In our earlier chapters, we discussed the various types of stem cells, and their medical

potential, how such cells can improve chronically ill patients that current medicines can’t cure.

However, such cells are also highly controversial. Most of the ethical dilemmas rise from

embryonic stem (ES) cell research and in vitro fertilized (IVF) embryos with metaphorical

parallels to abortion. The main debates focus on when life begins, and such views are typically

answered by the world’s main religions. The purpose of this chapter is to discuss some of the

main ethical concerns of stem cells.

In my view there is a great sense of hypocrisy in the stance of the Catholic Church

condemning stem cell research as the moral authority, when science leaves off to inhumanitarian

tracks, they tend to be the moral compass. But where was the Catholic Church condemning the

Iraq War. A war only to keep control of the oil in the Middle East, 1.5 million dead, and about 4

million refugees fled Iraq (the ones who had the opportunity). Were these existing Middle

Eastern lives less important than the cellular Christian lives?

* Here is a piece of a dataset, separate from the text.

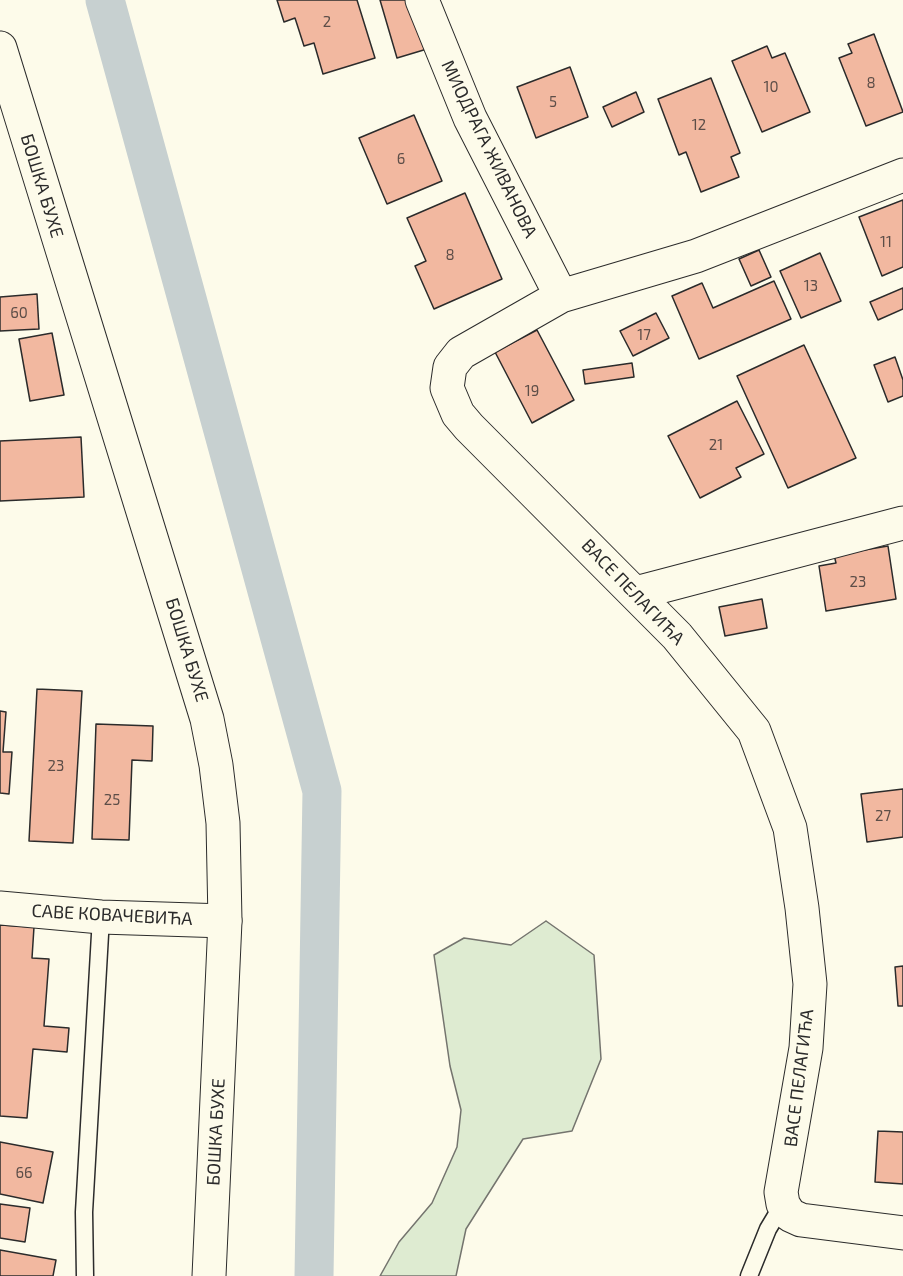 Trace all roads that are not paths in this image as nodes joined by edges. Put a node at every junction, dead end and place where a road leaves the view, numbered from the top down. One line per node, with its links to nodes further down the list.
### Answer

This is a dilemma to be thought

about.

Adult stem cells (ASCs) and embryonic stem (ES) cells are similar in the sense that both

cells are capable of renewing and can differentiate into more specialized cell types, but ES cells

are pleuripotent (can create any cell in the body except placenta), so they are the most promising

and the most intriguing for scientists, they are also the easiest to grow in culture. But ES cells

also have the most controversy since embryos are destroyed to obtain them.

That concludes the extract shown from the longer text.